◆ Task directions: Please give back each line below unchanged; none of the pictures should appear.

+-------+

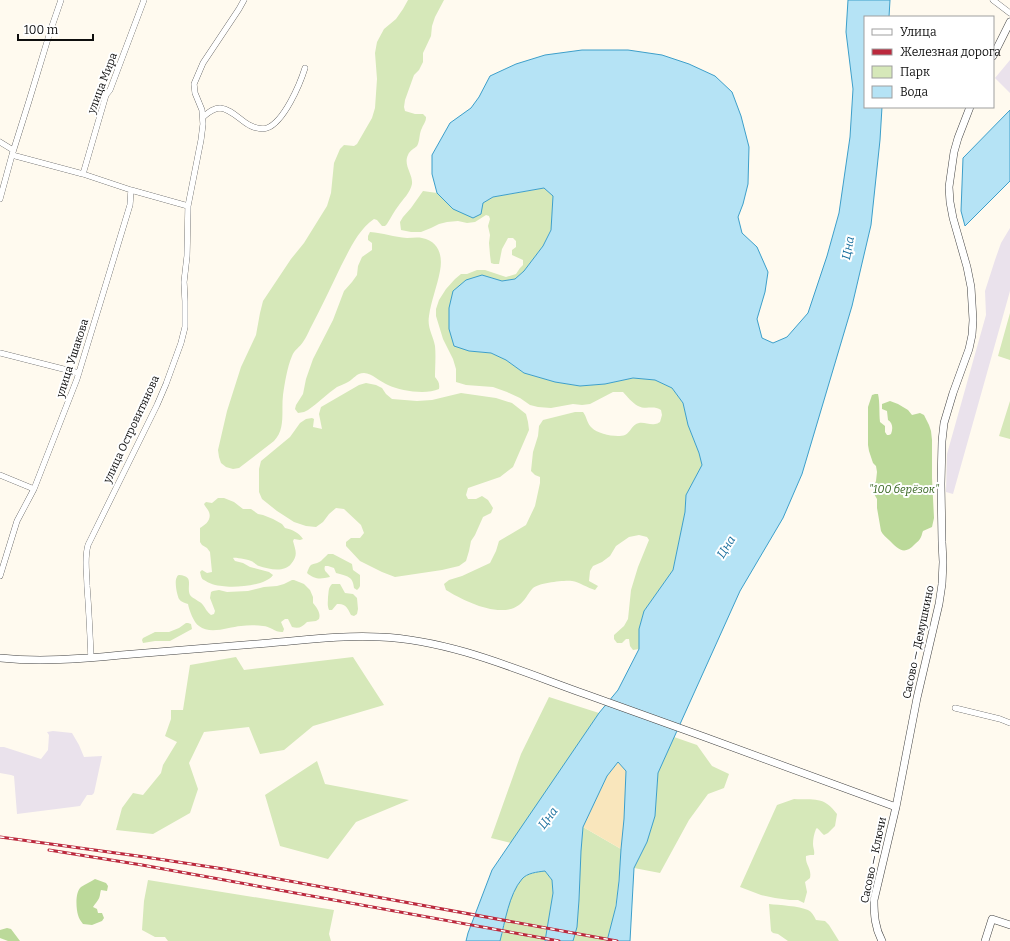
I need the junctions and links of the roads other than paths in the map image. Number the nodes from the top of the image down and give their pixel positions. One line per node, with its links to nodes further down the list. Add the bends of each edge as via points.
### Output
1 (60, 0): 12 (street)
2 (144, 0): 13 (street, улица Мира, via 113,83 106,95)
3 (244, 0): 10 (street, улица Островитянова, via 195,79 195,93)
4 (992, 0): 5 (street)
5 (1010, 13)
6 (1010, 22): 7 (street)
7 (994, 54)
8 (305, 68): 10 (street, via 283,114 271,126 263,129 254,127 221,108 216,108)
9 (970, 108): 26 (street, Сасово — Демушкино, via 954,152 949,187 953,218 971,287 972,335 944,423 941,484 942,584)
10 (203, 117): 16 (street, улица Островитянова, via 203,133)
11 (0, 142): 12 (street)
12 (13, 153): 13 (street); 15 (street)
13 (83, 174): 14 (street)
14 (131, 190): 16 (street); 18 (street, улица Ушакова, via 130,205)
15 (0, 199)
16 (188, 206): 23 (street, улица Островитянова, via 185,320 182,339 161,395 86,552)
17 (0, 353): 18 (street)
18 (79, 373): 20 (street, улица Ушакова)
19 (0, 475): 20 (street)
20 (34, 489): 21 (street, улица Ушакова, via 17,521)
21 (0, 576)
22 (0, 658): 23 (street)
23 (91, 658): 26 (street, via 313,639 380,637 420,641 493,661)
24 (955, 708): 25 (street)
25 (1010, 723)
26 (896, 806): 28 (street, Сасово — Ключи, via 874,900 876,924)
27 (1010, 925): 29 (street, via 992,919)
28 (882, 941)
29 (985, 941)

+-------+

◆ Solution to this task:
I need the junctions and links of the roads other than paths in the map image. Number the nodes from the top of the image down and give their pixel positions. One line per node, with its links to nodes further down the list. Add the bends of each edge as via points.
### Output
1 (60, 0): 12 (street)
2 (144, 0): 13 (street, улица Мира, via 113,83 106,95)
3 (244, 0): 10 (street, улица Островитянова, via 195,79 195,93)
4 (992, 0): 5 (street)
5 (1010, 13)
6 (1010, 22): 7 (street)
7 (994, 54)
8 (305, 68): 10 (street, via 283,114 271,126 263,129 254,127 221,108 216,108)
9 (970, 108): 26 (street, Сасово — Демушкино, via 954,152 949,187 953,218 971,287 972,335 944,423 941,484 942,584)
10 (203, 117): 16 (street, улица Островитянова, via 203,133)
11 (0, 142): 12 (street)
12 (13, 153): 13 (street); 15 (street)
13 (83, 174): 14 (street)
14 (131, 190): 16 (street); 18 (street, улица Ушакова, via 130,205)
15 (0, 199)
16 (188, 206): 23 (street, улица Островитянова, via 185,320 182,339 161,395 86,552)
17 (0, 353): 18 (street)
18 (79, 373): 20 (street, улица Ушакова)
19 (0, 475): 20 (street)
20 (34, 489): 21 (street, улица Ушакова, via 17,521)
21 (0, 576)
22 (0, 658): 23 (street)
23 (91, 658): 26 (street, via 313,639 380,637 420,641 493,661)
24 (955, 708): 25 (street)
25 (1010, 723)
26 (896, 806): 28 (street, Сасово — Ключи, via 874,900 876,924)
27 (1010, 925): 29 (street, via 992,919)
28 (882, 941)
29 (985, 941)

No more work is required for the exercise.